◆ Aim of the exercise ◆
Starting with the first line, transcribe the material exactly through to the last.

◆ Entries shown ◆
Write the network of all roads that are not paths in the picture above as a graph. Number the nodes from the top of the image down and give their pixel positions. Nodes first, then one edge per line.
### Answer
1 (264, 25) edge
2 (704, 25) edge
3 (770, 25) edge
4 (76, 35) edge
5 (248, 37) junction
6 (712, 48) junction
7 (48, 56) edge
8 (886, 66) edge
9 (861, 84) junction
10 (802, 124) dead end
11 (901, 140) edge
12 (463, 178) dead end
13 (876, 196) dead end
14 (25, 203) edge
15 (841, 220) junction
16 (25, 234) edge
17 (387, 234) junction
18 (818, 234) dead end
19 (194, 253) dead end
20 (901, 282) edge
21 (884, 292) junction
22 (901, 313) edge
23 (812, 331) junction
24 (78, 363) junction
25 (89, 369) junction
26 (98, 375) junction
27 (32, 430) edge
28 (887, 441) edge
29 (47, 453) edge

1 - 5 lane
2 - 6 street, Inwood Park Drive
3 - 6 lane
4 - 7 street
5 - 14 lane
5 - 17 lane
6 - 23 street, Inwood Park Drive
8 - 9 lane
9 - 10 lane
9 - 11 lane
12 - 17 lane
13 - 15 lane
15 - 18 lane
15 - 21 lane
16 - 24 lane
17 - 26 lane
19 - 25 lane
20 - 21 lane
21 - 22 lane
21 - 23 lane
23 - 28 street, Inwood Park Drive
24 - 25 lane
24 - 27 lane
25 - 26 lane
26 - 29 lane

◆ Solution for this task ◆
Write the network of all roads that are not paths in the picture above as a graph. Number the nodes from the top of the image down and give their pixel positions. Nodes first, then one edge per line.
### Answer
1 (264, 25) edge
2 (704, 25) edge
3 (770, 25) edge
4 (76, 35) edge
5 (248, 37) junction
6 (712, 48) junction
7 (48, 56) edge
8 (886, 66) edge
9 (861, 84) junction
10 (802, 124) dead end
11 (901, 140) edge
12 (463, 178) dead end
13 (876, 196) dead end
14 (25, 203) edge
15 (841, 220) junction
16 (25, 234) edge
17 (387, 234) junction
18 (818, 234) dead end
19 (194, 253) dead end
20 (901, 282) edge
21 (884, 292) junction
22 (901, 313) edge
23 (812, 331) junction
24 (78, 363) junction
25 (89, 369) junction
26 (98, 375) junction
27 (32, 430) edge
28 (887, 441) edge
29 (47, 453) edge

1 - 5 lane
2 - 6 street, Inwood Park Drive
3 - 6 lane
4 - 7 street
5 - 14 lane
5 - 17 lane
6 - 23 street, Inwood Park Drive
8 - 9 lane
9 - 10 lane
9 - 11 lane
12 - 17 lane
13 - 15 lane
15 - 18 lane
15 - 21 lane
16 - 24 lane
17 - 26 lane
19 - 25 lane
20 - 21 lane
21 - 22 lane
21 - 23 lane
23 - 28 street, Inwood Park Drive
24 - 25 lane
24 - 27 lane
25 - 26 lane
26 - 29 lane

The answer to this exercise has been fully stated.